::: ENTRIES PROVIDED

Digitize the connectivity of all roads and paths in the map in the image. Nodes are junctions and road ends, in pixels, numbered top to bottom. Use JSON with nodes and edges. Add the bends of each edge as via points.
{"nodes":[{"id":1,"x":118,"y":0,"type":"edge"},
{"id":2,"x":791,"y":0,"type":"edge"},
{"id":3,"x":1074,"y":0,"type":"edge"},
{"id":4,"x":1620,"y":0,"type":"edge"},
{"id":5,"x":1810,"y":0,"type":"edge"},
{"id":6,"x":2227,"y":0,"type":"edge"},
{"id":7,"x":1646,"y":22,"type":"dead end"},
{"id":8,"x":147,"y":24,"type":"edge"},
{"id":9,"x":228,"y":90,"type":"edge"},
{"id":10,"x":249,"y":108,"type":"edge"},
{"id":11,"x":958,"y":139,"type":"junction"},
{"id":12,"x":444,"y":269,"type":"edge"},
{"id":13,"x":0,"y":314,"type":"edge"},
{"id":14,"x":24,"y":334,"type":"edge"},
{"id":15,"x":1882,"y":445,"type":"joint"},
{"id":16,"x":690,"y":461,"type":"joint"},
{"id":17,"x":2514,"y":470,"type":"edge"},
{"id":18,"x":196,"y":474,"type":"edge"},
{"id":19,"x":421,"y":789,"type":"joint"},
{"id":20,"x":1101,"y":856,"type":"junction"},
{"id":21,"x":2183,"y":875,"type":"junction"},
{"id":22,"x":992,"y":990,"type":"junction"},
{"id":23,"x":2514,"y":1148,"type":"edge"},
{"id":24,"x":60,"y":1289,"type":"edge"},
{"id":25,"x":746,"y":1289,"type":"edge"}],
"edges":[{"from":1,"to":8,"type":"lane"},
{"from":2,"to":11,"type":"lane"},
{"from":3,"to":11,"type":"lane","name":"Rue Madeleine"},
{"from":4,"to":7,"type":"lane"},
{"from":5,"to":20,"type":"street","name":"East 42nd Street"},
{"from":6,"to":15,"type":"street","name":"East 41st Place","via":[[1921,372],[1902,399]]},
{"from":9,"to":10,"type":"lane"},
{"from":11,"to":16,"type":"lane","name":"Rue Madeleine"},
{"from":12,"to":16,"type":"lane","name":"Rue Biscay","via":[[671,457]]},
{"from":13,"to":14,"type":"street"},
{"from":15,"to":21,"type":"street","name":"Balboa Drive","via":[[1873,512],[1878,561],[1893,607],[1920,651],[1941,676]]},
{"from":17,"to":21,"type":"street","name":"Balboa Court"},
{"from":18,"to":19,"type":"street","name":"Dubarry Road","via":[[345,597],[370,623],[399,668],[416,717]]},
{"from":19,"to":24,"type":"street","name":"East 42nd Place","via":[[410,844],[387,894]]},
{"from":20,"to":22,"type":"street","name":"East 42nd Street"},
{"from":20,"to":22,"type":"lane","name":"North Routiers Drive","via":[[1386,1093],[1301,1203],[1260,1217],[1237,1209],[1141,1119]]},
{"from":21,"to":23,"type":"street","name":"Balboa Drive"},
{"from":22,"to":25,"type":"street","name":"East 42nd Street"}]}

::::::

**TASK TO CARRY OUT:**
For each line of the material that includes the word "Madeleine", make a copy.

**PROBLEM SOLUTION:**
{"from":3,"to":11,"type":"lane","name":"Rue Madeleine"},
{"from":11,"to":16,"type":"lane","name":"Rue Madeleine"},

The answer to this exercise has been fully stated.